The association found between antipsychotics and aggressive behavior, as well as the association between antipsychotic use and lower age, confirms the results of an earlier study [4]. The increased risk of receiving antipsychotic treatment among people with aggressive behavior might be expected since this is one of the approved indications for antipsychotics. We also found an association between use of antipsychotics and a higher cognitive score. It has been shown that the prevalence of the behaviors and symptoms decline in those with severe cognitive impairment, and this might possibly lead to less use of antipsychotics [23]. There was also an association between passiveness and use of antipsychotics in the present study. It has been shown that passiveness increases almost linearly with the severity of cognitive impairment [23]. It can be difficult to know what is cause and what is effect, but the passiveness shown among those who use antipsychotic drugs might also, in some cases, be a side-effect of the antipsychotics.

This study did not show any difference in mortality between those who received antipsychotics at the start of the study and those who did not. Several studies have reported an increased mortality among people prescribed antipsychotics, [13, 14] while other studies have not - for example one study that found no association between antipsychotics and cerebrovascular events compared to benzodiazepines [40]. A selection effect, where the healthier persons were possibly prescribed antipsychotics more frequently, might have contributed to our results considering mortality and antipsychotics. We did not know the length of exposure to antipsychotics, only that a person was treated with an antipsychotic drug at the start of the study and this have possibly influenced the results. Also, in this study we lacked information about the prevalence of cerebrovascular diseases and other co-morbidities that might have impacted on mortality.

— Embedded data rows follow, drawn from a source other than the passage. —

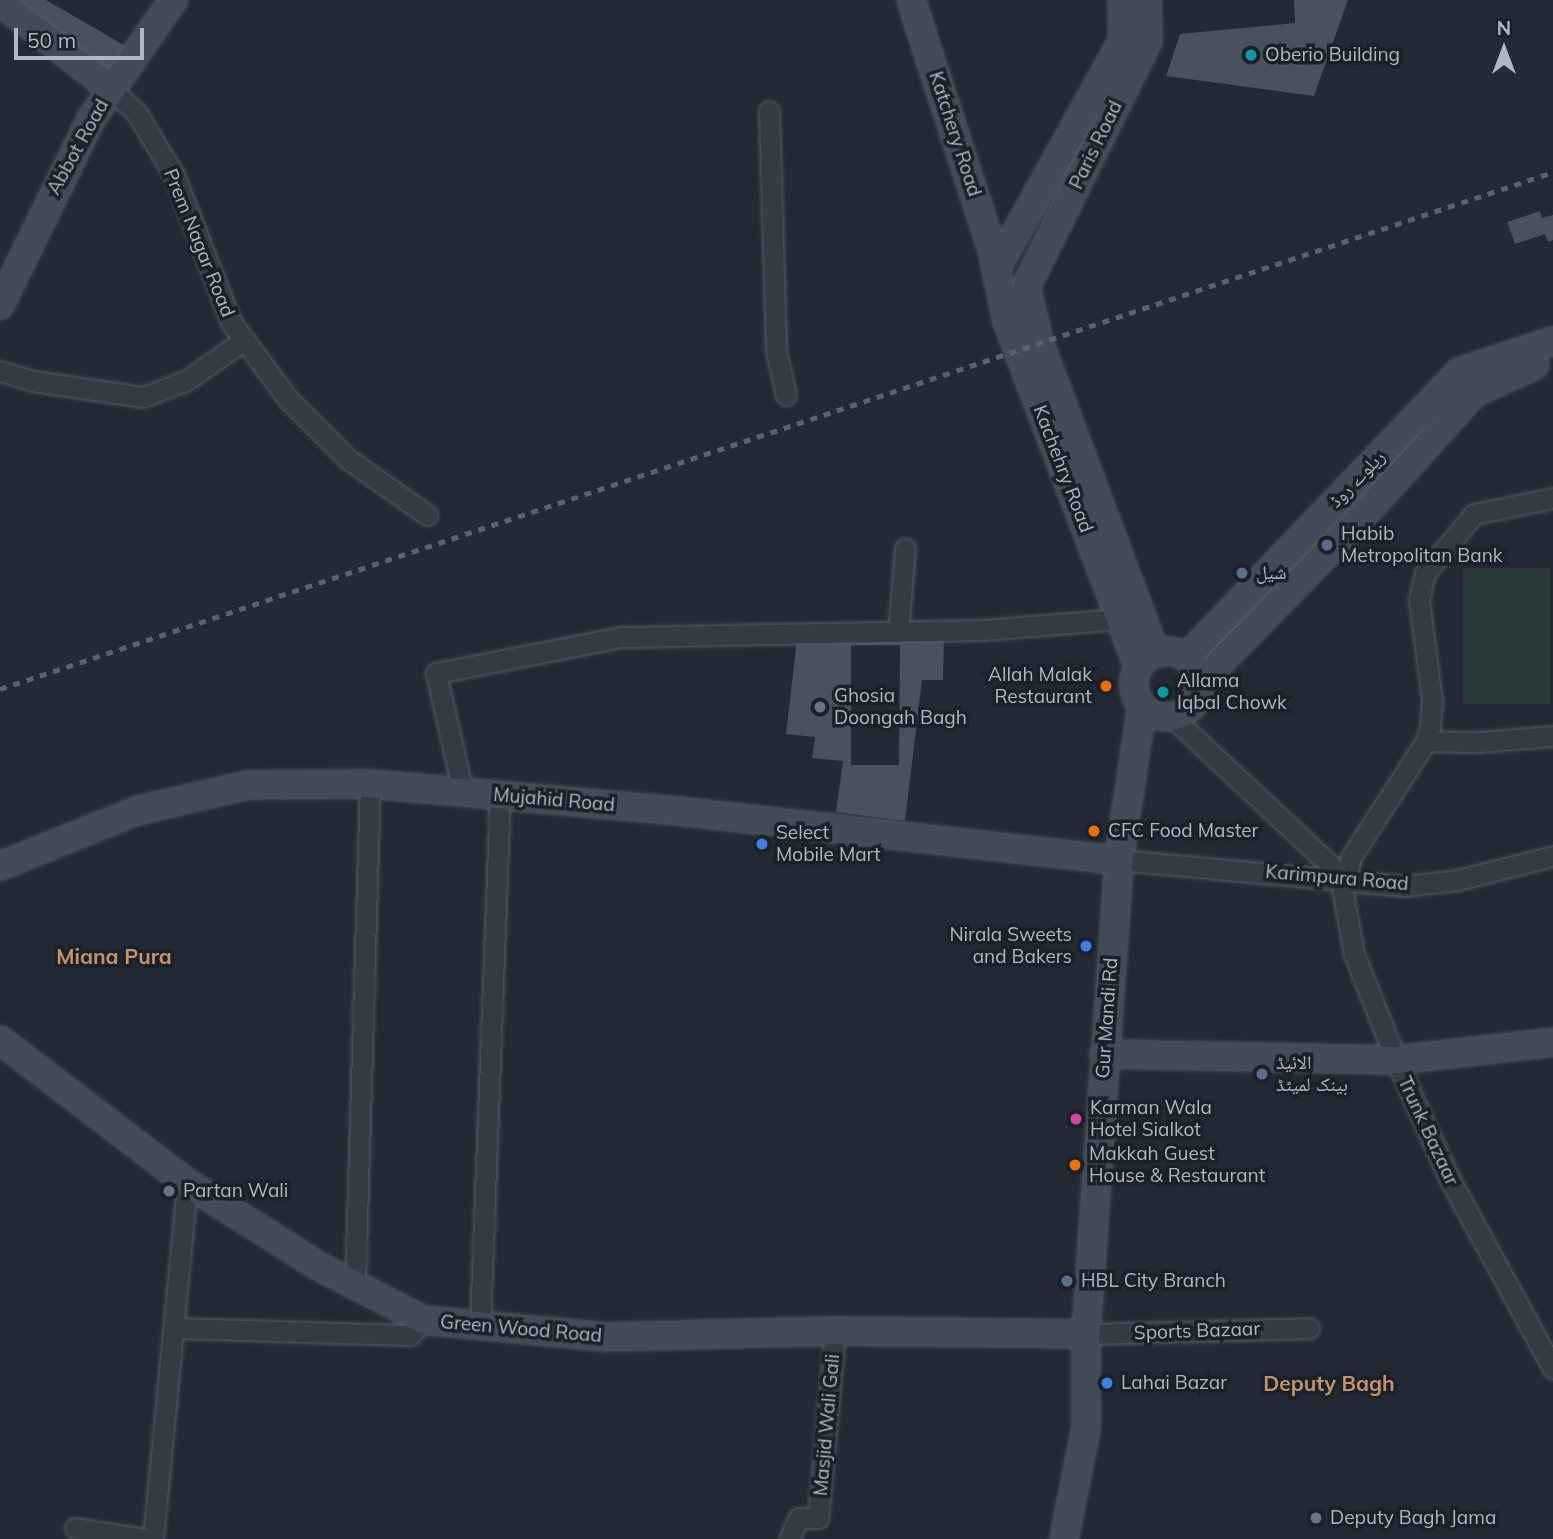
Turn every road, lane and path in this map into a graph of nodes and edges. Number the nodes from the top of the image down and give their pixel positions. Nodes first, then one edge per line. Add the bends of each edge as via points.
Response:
1 (173, 0) edge
2 (911, 0) edge
3 (1122, 0) edge
4 (1147, 0) edge
5 (0, 2) edge
6 (1124, 63) junction
7 (110, 88) junction
8 (769, 111) dead end
9 (996, 269) junction
10 (1026, 287) joint
11 (2, 297) edge
12 (244, 340) junction
13 (1553, 341) edge
14 (1553, 358) edge
15 (0, 371) edge
16 (786, 396) dead end
17 (1553, 498) edge
18 (428, 515) dead end
19 (905, 548) dead end
20 (1120, 619) junction
21 (898, 632) junction
22 (1186, 657) junction
23 (1147, 660) junction
24 (1200, 683) junction
25 (1142, 706) junction
26 (1172, 718) junction
27 (1553, 736) edge
28 (1426, 741) junction
29 (370, 784) junction
30 (463, 792) junction
31 (500, 795) junction
32 (1553, 856) edge
33 (1119, 860) junction
34 (0, 866) edge
35 (1344, 878) junction
36 (0, 1040) edge
37 (1553, 1042) edge
38 (1104, 1054) junction
39 (1396, 1060) junction
40 (187, 1183) junction
41 (355, 1285) junction
42 (423, 1320) junction
43 (480, 1326) junction
44 (174, 1328) junction
45 (1309, 1328) dead end
46 (835, 1331) junction
47 (1086, 1334) junction
48 (1553, 1369) edge
49 (75, 1528) dead end
50 (145, 1539) edge
51 (153, 1539) edge
52 (789, 1539) edge
53 (1064, 1539) edge

1 - 7 main road, Abbot Road
2 - 9 main road, Katchery Road
3 - 6 main road, Paris Road
4 - 6 main road, Paris Road via 1148,41
5 - 7 main road, Prem Nagar Road
6 - 9 main road, Paris Road
6 - 10 main road, Paris Road
7 - 11 main road, Abbot Road via 63,171
7 - 12 street, Prem Nagar Road via 136,112 174,175 232,322
8 - 16 street via 776,351
9 - 20 main road, Kachehry Road via 1016,344
10 - 23 main road, Kachehry Road via 1039,342
12 - 15 street via 187,380 143,397 33,381
12 - 18 street, Prem Nagar Road via 288,399 348,459
13 - 22 main road, ریلوے روڈ via 1459,372
14 - 24 main road via 1474,393 1352,528
17 - 28 street via 1474,514 1425,573 1419,587 1432,702
19 - 21 street
20 - 21 street
20 - 23 main road, Kachehry Road
21 - 30 street via 622,636 436,673
22 - 23 main road
22 - 24 main road
23 - 25 main road via 1133,687
24 - 26 main road via 1192,707
25 - 26 main road via 1150,713
25 - 33 main road, Gur Mandi Rd
26 - 35 street
27 - 28 street via 1478,743
28 - 35 street via 1351,857
29 - 30 main road, Mujahid Road
29 - 34 main road, Mujahid Road via 248,785 136,811
29 - 41 street
30 - 31 main road, Mujahid Road
31 - 33 main road, Mujahid Road
31 - 43 street
32 - 35 street, Karimpura Road via 1416,885
33 - 35 street, Karimpura Road
33 - 38 main road, Gur Mandi Rd
35 - 39 street, Trunk Bazaar via 1346,926
36 - 40 main road, Green Wood Road
37 - 39 main road
38 - 39 main road
38 - 47 main road, Gur Mandi Rd
39 - 48 street, Trunk Bazaar via 1449,1178
40 - 41 main road, Green Wood Road
40 - 44 street
41 - 42 main road, Green Wood Road
42 - 43 main road, Green Wood Road
42 - 44 street via 410,1335
43 - 46 main road, Green Wood Road via 606,1337
44 - 51 street
45 - 47 street, Sports Bazaar
46 - 47 main road, Green Wood Road
46 - 52 street, Masjid Wali Gali via 818,1518 799,1518
47 - 53 main road, Gur Mandi Rd via 1086,1429
49 - 50 street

In this study we have been able to describe in detail long-term use of antipsychotics among people with dementia. The registration of drugs and doses in the present study was of high quality. We can also assume that compliance was high since the vast majority of patients used an automated dose dispensing system.

The study also has some methodological limitations. The selection of specialized care units was not random but based on the prevalence of physical restraint use. It could be that people in these homes have severe problems with BPSD and, therefore, receive long-term treatment to a greater extent. In the physical restraint study [19] there was no difference in antipsychotic use within groups or between groups at baseline and after six months, but we have not been able to compare data with non-selected units since we do not have that information. However, the proportion of those who were on antipsychotic drugs does not appear to differ from those found in other studies [4]. We believe that this does not affect the main results of the study, but it should be borne in mind when interpreting the results.

Data were registered at the start of the study and six months later, but what happened between those times is not known, except for mortality. We do not know the duration of antipsychotic treatment at the time of recruitment into the study, and we also do not know if any attempts of dose reduction or attempts of non-pharmacological treatment of BPSD have been made. Further, we do not know the background or other diseases of the participants, and we lack information about adverse effects of antipsychotics e.g. extrapyramidal effects or falls.

In our study, there could possibly have been reasons other than BPSD for prescribing antipsychotics. Some people might have schizophrenia or other chronic psychotic illnesses where recommendations about dose and substance differ from recommendations among people with dementia. This might, to some extent, explain the use of other antipsychotic drugs or higher doses.

Still, the reason for prescribing antipsychotics is probably related to BPSD in the vast majority of cases, among old people with dementia living in specialized care units.

Conclusion

The prevalence of antipsychotic drug use among people with dementia living in specialized care units was high and inappropriate long-term use of antipsychotic drugs was common. The prescriptions were often not in agreement with current recommendations.